2. Secondly, it is maintained that the concept of 'Being' is indefinable. This is deduced from its supreme universality, and rightly so...'Being' cannot indeed be conceived as an entity;....nor can it acquire such a character as to have the term "entity" applied to it. "Being" cannot be derived from higher concepts by definition, nor can it be presented through lower ones. But does this imply that 'Being' no longer offers a problem? Not at all. We can infer only that 'Being' cannot have the character of an entity. Thus we cannot apply to Being the concept of 'definition' as presented in traditional logic, which itself has its foundations in ancient ontology and which, within certain limits, provides a quite justifiable way of' defining "entities". The indefinability of Being does not eliminate the question of its meaning; it demands that we look that question in the face. 

3· Thirdly, it is held that 'Being' is of all concepts the one that is self evident.
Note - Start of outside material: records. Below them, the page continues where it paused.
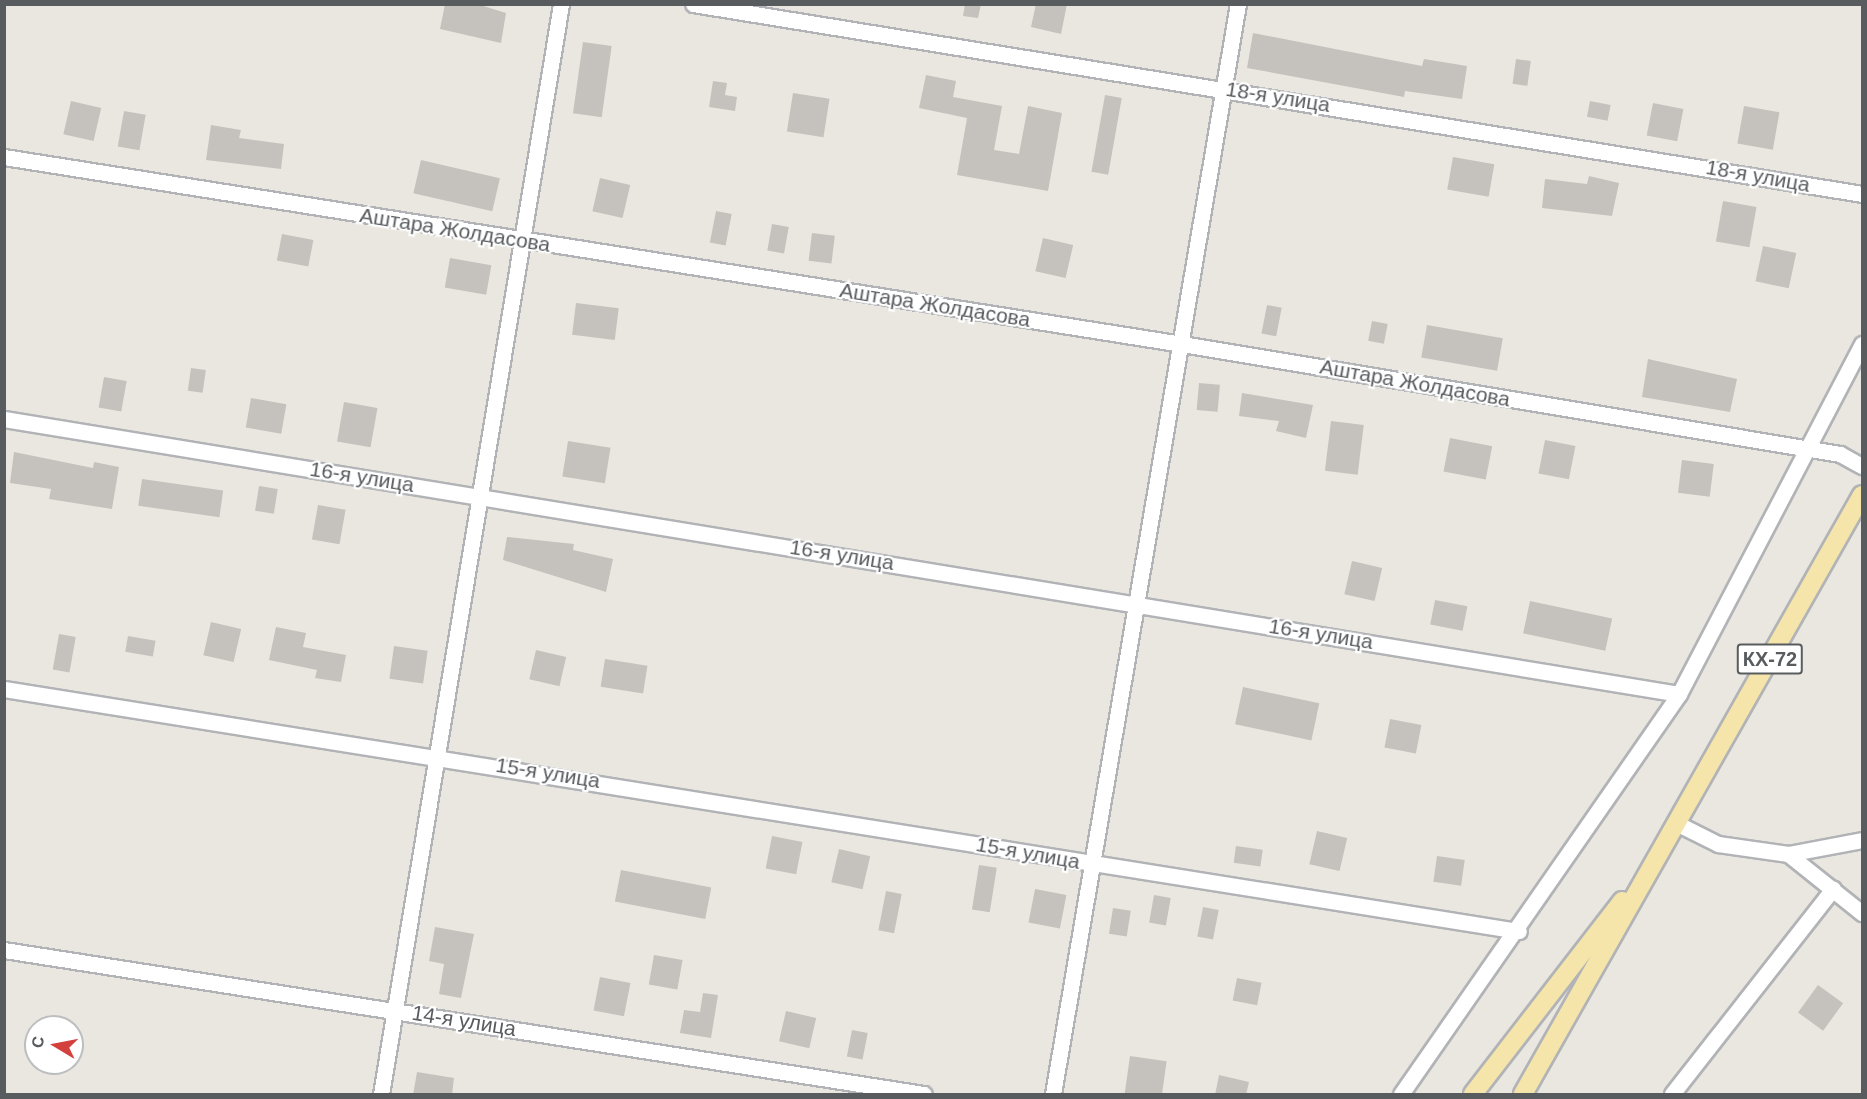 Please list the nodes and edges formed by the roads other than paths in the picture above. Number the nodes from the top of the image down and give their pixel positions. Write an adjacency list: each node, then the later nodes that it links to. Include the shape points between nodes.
1 (561, 4): 7 (street)
2 (693, 4): 4 (street, 18-я улица)
3 (1238, 4): 4 (street)
4 (1224, 87): 6 (street, 18-я улица); 8 (street)
5 (4, 157): 7 (street, Аштара Жолдасова)
6 (1863, 194)
7 (520, 241): 8 (street, Аштара Жолдасова); 14 (street)
8 (1182, 344): 11 (street, Аштара Жолдасова); 15 (street)
9 (1863, 344): 11 (street)
10 (4, 419): 14 (street, 16-я улица)
11 (1807, 449): 12 (street, Аштара Жолдасова, via 1840,454); 17 (street)
12 (1863, 466)
13 (1863, 495): 19 (main road, КХ-72)
14 (482, 497): 15 (street, 16-я улица); 18 (street)
15 (1137, 603): 17 (street, 16-я улица); 22 (street)
16 (4, 689): 18 (street, 15-я улица)
17 (1679, 694): 25 (street)
18 (440, 756): 22 (street, 15-я улица); 27 (street)
19 (1678, 824): 21 (street, via 1718,844); 33 (main road, КХ-72, via 1578,962); 34 (main road, КХ-72)
20 (1863, 840): 21 (street)
21 (1788, 854): 23 (street)
22 (1091, 864): 25 (street, 15-я улица); 31 (street)
23 (1833, 889): 24 (street); 28 (street)
24 (1863, 913)
25 (1519, 931): 32 (street)
26 (4, 950): 27 (street, 14-я улица)
27 (397, 1010): 29 (street); 30 (street, 14-я улица)
28 (1677, 1093)
29 (381, 1095)
30 (924, 1095)
31 (1053, 1095)
32 (1401, 1095)
33 (1473, 1095)
34 (1523, 1095)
Whenever one cognizes anything or makes an assertion, whenever one comports oneself towards entities, even towards oneself, 1 some use is made of 'Being'; and this expression is held to be intelligible 'without further ado', just as everyone understands "The sky is blue', 'I am merry', and the like. But here we have an average kind of intelligibility, which merely demonstrates that this is unintelligible. It makes manifest that in any way of comporting oneself towards entities as entities-even in any Being towards entities as entities-there lies a priori an enigma. The very fact that we already live in an understanding of Being and that the meaning of Being is still veiled in darkness proves that it is necessary in principle to raise this question again.

In his 590-page long Being and Time (1962 edition), Heidegger refers to these three kinds of Being:1) availableness (‘readiness-to-hand’ or ‘handiness’); 2) occurrentness (‘presence-at-hand’ or ‘objective presence’; and 3) existence, which is the kind of Being that characterizes human existence or ‘Dasein’. These three are not meant as an exhaustive list of the kinds of Being. He suggests other kinds of Being which includes: life, numbers, and perhaps nature. The works of art also have a distinct kind of Being. 
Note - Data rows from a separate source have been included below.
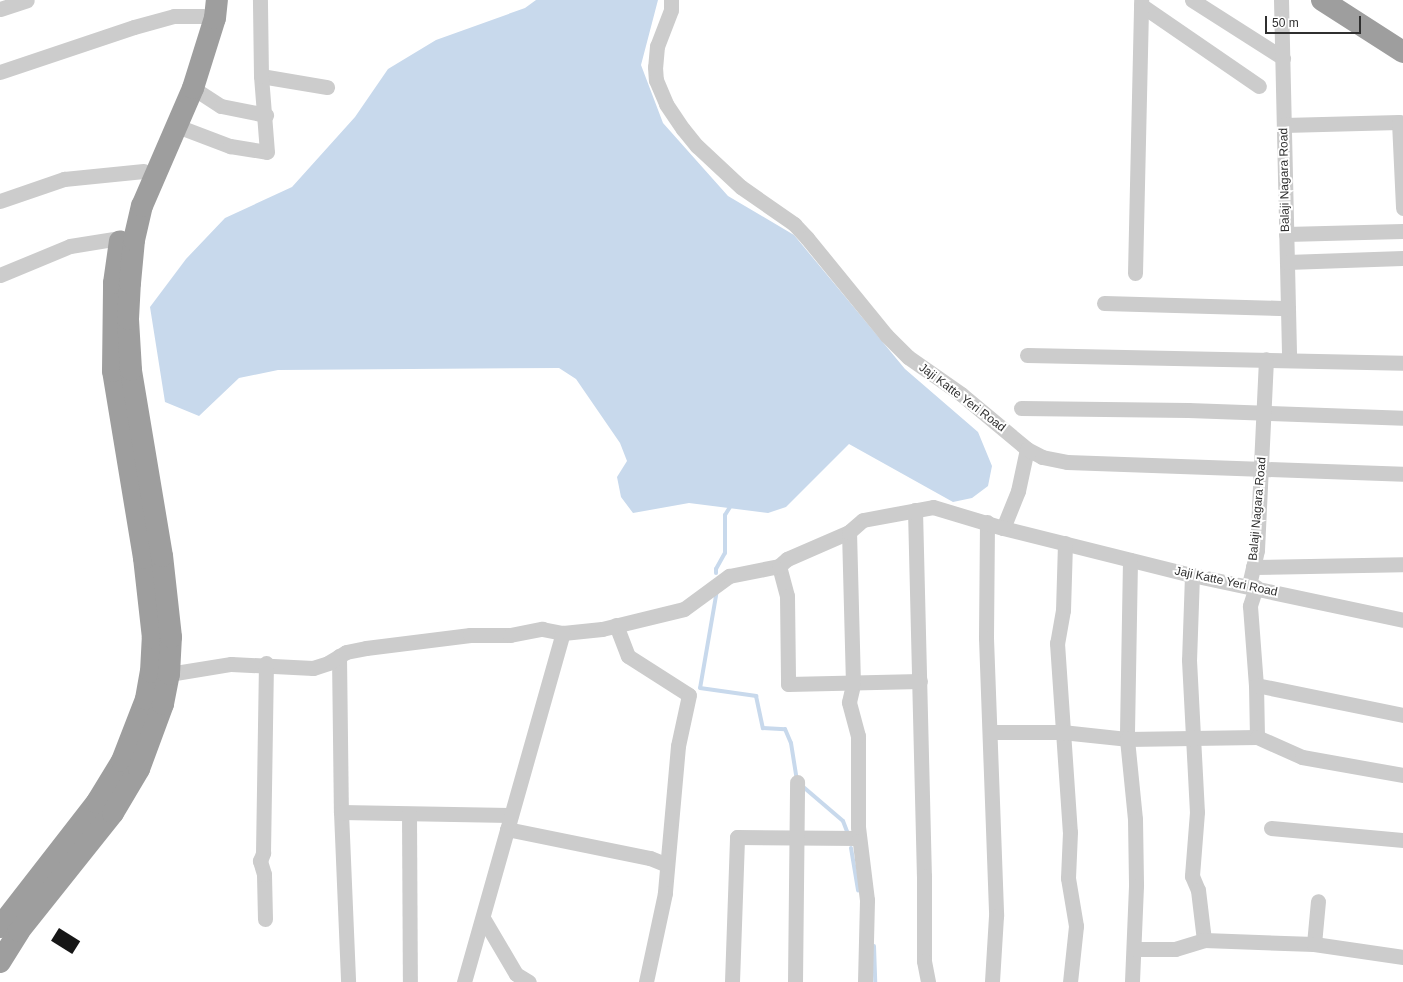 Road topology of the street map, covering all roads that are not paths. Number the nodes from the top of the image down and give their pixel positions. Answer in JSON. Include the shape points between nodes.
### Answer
{"nodes":[{"id":1,"x":27,"y":0,"type":"edge"},
{"id":2,"x":217,"y":0,"type":"edge"},
{"id":3,"x":260,"y":0,"type":"edge"},
{"id":4,"x":671,"y":0,"type":"edge"},
{"id":5,"x":1192,"y":0,"type":"edge"},
{"id":6,"x":1281,"y":0,"type":"edge"},
{"id":7,"x":1322,"y":0,"type":"edge"},
{"id":8,"x":1347,"y":0,"type":"edge"},
{"id":9,"x":1141,"y":3,"type":"edge"},
{"id":10,"x":204,"y":8,"type":"edge"},
{"id":11,"x":0,"y":9,"type":"edge"},
{"id":12,"x":1403,"y":35,"type":"edge"},
{"id":13,"x":1403,"y":52,"type":"edge"},
{"id":14,"x":1282,"y":58,"type":"junction"},
{"id":15,"x":0,"y":72,"type":"edge"},
{"id":16,"x":261,"y":76,"type":"junction"},
{"id":17,"x":1259,"y":86,"type":"dead end"},
{"id":18,"x":326,"y":87,"type":"dead end"},
{"id":19,"x":193,"y":88,"type":"junction"},
{"id":20,"x":266,"y":115,"type":"junction"},
{"id":21,"x":1284,"y":125,"type":"junction"},
{"id":22,"x":177,"y":126,"type":"junction"},
{"id":23,"x":144,"y":171,"type":"junction"},
{"id":24,"x":0,"y":201,"type":"edge"},
{"id":25,"x":1403,"y":208,"type":"edge"},
{"id":26,"x":1403,"y":231,"type":"edge"},
{"id":27,"x":1286,"y":234,"type":"junction"},
{"id":28,"x":120,"y":238,"type":"junction"},
{"id":29,"x":1403,"y":258,"type":"edge"},
{"id":30,"x":1287,"y":262,"type":"junction"},
{"id":31,"x":1135,"y":273,"type":"dead end"},
{"id":32,"x":0,"y":275,"type":"edge"},
{"id":33,"x":1104,"y":303,"type":"dead end"},
{"id":34,"x":1288,"y":308,"type":"junction"},
{"id":35,"x":1027,"y":355,"type":"dead end"},
{"id":36,"x":1266,"y":359,"type":"junction"},
{"id":37,"x":1289,"y":360,"type":"junction"},
{"id":38,"x":1403,"y":363,"type":"edge"},
{"id":39,"x":1021,"y":408,"type":"dead end"},
{"id":40,"x":1265,"y":412,"type":"junction"},
{"id":41,"x":1403,"y":418,"type":"edge"},
{"id":42,"x":1027,"y":449,"type":"junction"},
{"id":43,"x":1262,"y":469,"type":"junction"},
{"id":44,"x":1403,"y":474,"type":"edge"},
{"id":45,"x":915,"y":510,"type":"junction"},
{"id":46,"x":987,"y":522,"type":"junction"},
{"id":47,"x":1003,"y":528,"type":"junction"},
{"id":48,"x":849,"y":532,"type":"junction"},
{"id":49,"x":1065,"y":543,"type":"junction"},
{"id":50,"x":1130,"y":560,"type":"junction"},
{"id":51,"x":1403,"y":564,"type":"edge"},
{"id":52,"x":780,"y":566,"type":"junction"},
{"id":53,"x":1253,"y":567,"type":"junction"},
{"id":54,"x":1192,"y":575,"type":"junction"},
{"id":55,"x":1253,"y":586,"type":"junction"},
{"id":56,"x":1403,"y":620,"type":"edge"},
{"id":57,"x":616,"y":625,"type":"junction"},
{"id":58,"x":563,"y":633,"type":"junction"},
{"id":59,"x":339,"y":656,"type":"junction"},
{"id":60,"x":266,"y":664,"type":"junction"},
{"id":61,"x":160,"y":673,"type":"junction"},
{"id":62,"x":920,"y":681,"type":"junction"},
{"id":63,"x":853,"y":684,"type":"junction"},
{"id":64,"x":1256,"y":685,"type":"junction"},
{"id":65,"x":1403,"y":715,"type":"edge"},
{"id":66,"x":991,"y":732,"type":"junction"},
{"id":67,"x":1062,"y":732,"type":"junction"},
{"id":68,"x":1256,"y":737,"type":"junction"},
{"id":69,"x":1192,"y":738,"type":"junction"},
{"id":70,"x":1127,"y":739,"type":"junction"},
{"id":71,"x":1403,"y":775,"type":"edge"},
{"id":72,"x":797,"y":782,"type":"dead end"},
{"id":73,"x":341,"y":812,"type":"junction"},
{"id":74,"x":409,"y":814,"type":"junction"},
{"id":75,"x":509,"y":822,"type":"junction"},
{"id":76,"x":1271,"y":828,"type":"dead end"},
{"id":77,"x":797,"y":836,"type":"junction"},
{"id":78,"x":859,"y":838,"type":"junction"},
{"id":79,"x":1403,"y":840,"type":"edge"},
{"id":80,"x":667,"y":865,"type":"junction"},
{"id":81,"x":1318,"y":901,"type":"dead end"},
{"id":82,"x":483,"y":918,"type":"junction"},
{"id":83,"x":265,"y":919,"type":"dead end"},
{"id":84,"x":0,"y":927,"type":"edge"},
{"id":85,"x":1204,"y":940,"type":"junction"},
{"id":86,"x":1314,"y":944,"type":"junction"},
{"id":87,"x":1135,"y":949,"type":"junction"},
{"id":88,"x":1403,"y":957,"type":"edge"},
{"id":89,"x":0,"y":962,"type":"edge"},
{"id":90,"x":348,"y":980,"type":"dead end"},
{"id":91,"x":410,"y":982,"type":"edge"},
{"id":92,"x":464,"y":982,"type":"edge"},
{"id":93,"x":528,"y":982,"type":"edge"},
{"id":94,"x":646,"y":982,"type":"edge"},
{"id":95,"x":732,"y":982,"type":"edge"},
{"id":96,"x":794,"y":982,"type":"edge"},
{"id":97,"x":865,"y":982,"type":"edge"},
{"id":98,"x":928,"y":982,"type":"edge"},
{"id":99,"x":992,"y":982,"type":"edge"},
{"id":100,"x":1070,"y":982,"type":"edge"},
{"id":101,"x":1132,"y":982,"type":"edge"}],
"edges":[{"from":1,"to":11,"type":"street"},
{"from":2,"to":19,"type":"highway","via":[[215,18]]},
{"from":3,"to":16,"type":"street"},
{"from":4,"to":42,"type":"street","name":"Jaji Katte Yeri Road","via":[[671,10],[657,46],[656,80],[666,104],[696,146],[742,187],[794,224],[886,335],[908,357],[961,394]]},
{"from":5,"to":14,"type":"street"},
{"from":6,"to":14,"type":"street","name":"Balaji Nagara Road"},
{"from":7,"to":13,"type":"highway"},
{"from":8,"to":12,"type":"highway"},
{"from":9,"to":17,"type":"street"},
{"from":9,"to":31,"type":"street"},
{"from":10,"to":15,"type":"street","via":[[134,27]]},
{"from":10,"to":23,"type":"highway","via":[[185,85]]},
{"from":14,"to":21,"type":"street","name":"Balaji Nagara Road"},
{"from":16,"to":18,"type":"street"},
{"from":16,"to":20,"type":"street"},
{"from":19,"to":20,"type":"street","via":[[221,106]]},
{"from":19,"to":22,"type":"highway"},
{"from":20,"to":22,"type":"street","via":[[267,152],[230,146]]},
{"from":21,"to":25,"type":"street","via":[[1399,122]]},
{"from":21,"to":27,"type":"street","name":"Balaji Nagara Road"},
{"from":22,"to":61,"type":"highway","via":[[142,206],[134,240],[128,319],[131,370],[162,556],[171,637]]},
{"from":23,"to":24,"type":"street","via":[[64,179]]},
{"from":23,"to":28,"type":"highway"},
{"from":26,"to":27,"type":"street"},
{"from":27,"to":30,"type":"street","name":"Balaji Nagara Road"},
{"from":28,"to":32,"type":"street","via":[[70,246]]},
{"from":28,"to":61,"type":"highway","via":[[114,283],[113,371]]},
{"from":29,"to":30,"type":"street"},
{"from":30,"to":34,"type":"street","name":"Balaji Nagara Road"},
{"from":33,"to":34,"type":"street"},
{"from":34,"to":37,"type":"street","name":"Balaji Nagara Road"},
{"from":35,"to":36,"type":"street"},
{"from":36,"to":37,"type":"street"},
{"from":36,"to":40,"type":"street","name":"Balaji Nagara Road"},
{"from":37,"to":38,"type":"street"},
{"from":39,"to":40,"type":"street"},
{"from":40,"to":41,"type":"street"},
{"from":40,"to":43,"type":"street","name":"Balaji Nagara Road"},
{"from":42,"to":43,"type":"street","name":"Jaji Katte Yeri Road","via":[[1042,457],[1067,462]]},
{"from":42,"to":47,"type":"street","via":[[1018,491]]},
{"from":43,"to":44,"type":"street","name":"Jaji Katte Yeri Road"},
{"from":43,"to":53,"type":"street","name":"Balaji Nagara Road","via":[[1257,550]]},
{"from":45,"to":46,"type":"street","name":"Jaji Katte Yeri Road","via":[[933,507]]},
{"from":45,"to":48,"type":"street","name":"Jaji Katte Yeri Road","via":[[862,520]]},
{"from":45,"to":62,"type":"street"},
{"from":46,"to":47,"type":"street","name":"Jaji Katte Yeri Road"},
{"from":46,"to":66,"type":"street","via":[[986,638]]},
{"from":47,"to":49,"type":"street","name":"Jaji Katte Yeri Road"},
{"from":48,"to":52,"type":"street","name":"Jaji Katte Yeri Road","via":[[787,559]]},
{"from":48,"to":63,"type":"street"},
{"from":49,"to":50,"type":"street","name":"Jaji Katte Yeri Road"},
{"from":49,"to":67,"type":"street","via":[[1063,610],[1057,643]]},
{"from":50,"to":54,"type":"street","name":"Jaji Katte Yeri Road"},
{"from":50,"to":70,"type":"street"},
{"from":51,"to":53,"type":"street"},
{"from":52,"to":57,"type":"street","via":[[729,576],[684,609]]},
{"from":52,"to":63,"type":"street","via":[[787,596],[788,684]]},
{"from":53,"to":55,"type":"street","name":"Balaji Nagara Road"},
{"from":54,"to":55,"type":"street","name":"Jaji Katte Yeri Road"},
{"from":54,"to":69,"type":"street","via":[[1189,660]]},
{"from":55,"to":56,"type":"street","name":"Jaji Katte Yeri Road","via":[[1341,609]]},
{"from":55,"to":64,"type":"street","name":"Balaji Nagara Road","via":[[1250,606]]},
{"from":57,"to":58,"type":"street"},
{"from":57,"to":80,"type":"street","via":[[628,656],[689,695],[678,746]]},
{"from":58,"to":59,"type":"street","via":[[542,629],[510,635],[470,635],[366,648]]},
{"from":58,"to":75,"type":"street"},
{"from":59,"to":60,"type":"street","via":[[312,668]]},
{"from":59,"to":73,"type":"street"},
{"from":60,"to":61,"type":"street","via":[[231,664]]},
{"from":60,"to":83,"type":"street","via":[[263,853],[260,861],[264,874]]},
{"from":61,"to":84,"type":"highway","via":[[115,773],[97,802]]},
{"from":61,"to":89,"type":"highway","via":[[163,704],[138,769],[112,813],[19,931]]},
{"from":62,"to":63,"type":"street"},
{"from":62,"to":98,"type":"street","via":[[924,961]]},
{"from":63,"to":78,"type":"street","via":[[849,702],[858,736]]},
{"from":64,"to":65,"type":"street"},
{"from":64,"to":68,"type":"street","name":"Balaji Nagara Road"},
{"from":66,"to":67,"type":"street"},
{"from":66,"to":99,"type":"street","via":[[996,916]]},
{"from":67,"to":70,"type":"street"},
{"from":67,"to":100,"type":"street","via":[[1070,832],[1068,878],[1076,926]]},
{"from":68,"to":69,"type":"street"},
{"from":68,"to":71,"type":"street","via":[[1302,757]]},
{"from":69,"to":70,"type":"street"},
{"from":69,"to":85,"type":"street","via":[[1197,812],[1192,876],[1198,890]]},
{"from":70,"to":87,"type":"street","via":[[1135,819]]},
{"from":72,"to":77,"type":"street"},
{"from":73,"to":74,"type":"street"},
{"from":73,"to":90,"type":"street"},
{"from":74,"to":75,"type":"street"},
{"from":74,"to":91,"type":"street"},
{"from":75,"to":80,"type":"street","via":[[650,858]]},
{"from":75,"to":82,"type":"street"},
{"from":76,"to":79,"type":"street"},
{"from":77,"to":78,"type":"street"},
{"from":77,"to":95,"type":"street","via":[[737,837]]},
{"from":77,"to":96,"type":"street"},
{"from":78,"to":97,"type":"street","via":[[867,900]]},
{"from":80,"to":94,"type":"street","via":[[665,893]]},
{"from":81,"to":86,"type":"street"},
{"from":82,"to":92,"type":"street"},
{"from":82,"to":93,"type":"street","via":[[516,974]]},
{"from":85,"to":86,"type":"street"},
{"from":85,"to":87,"type":"street","via":[[1175,950]]},
{"from":86,"to":88,"type":"street"},
{"from":87,"to":101,"type":"street"}]}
The relevant part of the Pope's encyclical reads: "For Heidegger, as interpreted by one contemporary thinker, philosophy does not begin with a simple concept or certainty, but with a shock:'Thought must be provoked before it begins to work with concepts or while it works with them. Without deep emotion, thought cannot begin. The first mental image would thus be goose bumps. What first stirs one to think and question is deep emotion. Philosophy always takes place in a basic mood (Stimmung)'."

-Byung-Chul Han, Heideggers Herz. Zum Begriff der Stimmung bei Martin Heidegger, München, 1996, p. 39 cited in https://www.vatican.va/content/francesco/en/encyclicals/documents/20241024-enciclica-dilexit-nos.html#_ftn12

The German word Stimmung refers to something between mood and atmosphere. Being in a mood means a subjective feeling that separates oneself from others.

The encyclical concludes saying: "In a world where everything is bought and sold, people’s sense of their worth appears increasingly to depend on what they can accumulate with the power of money. We are constantly being pushed to keep buying, consuming and distracting ourselves, held captive to a demeaning system that prevents us from looking beyond our immediate and petty needs."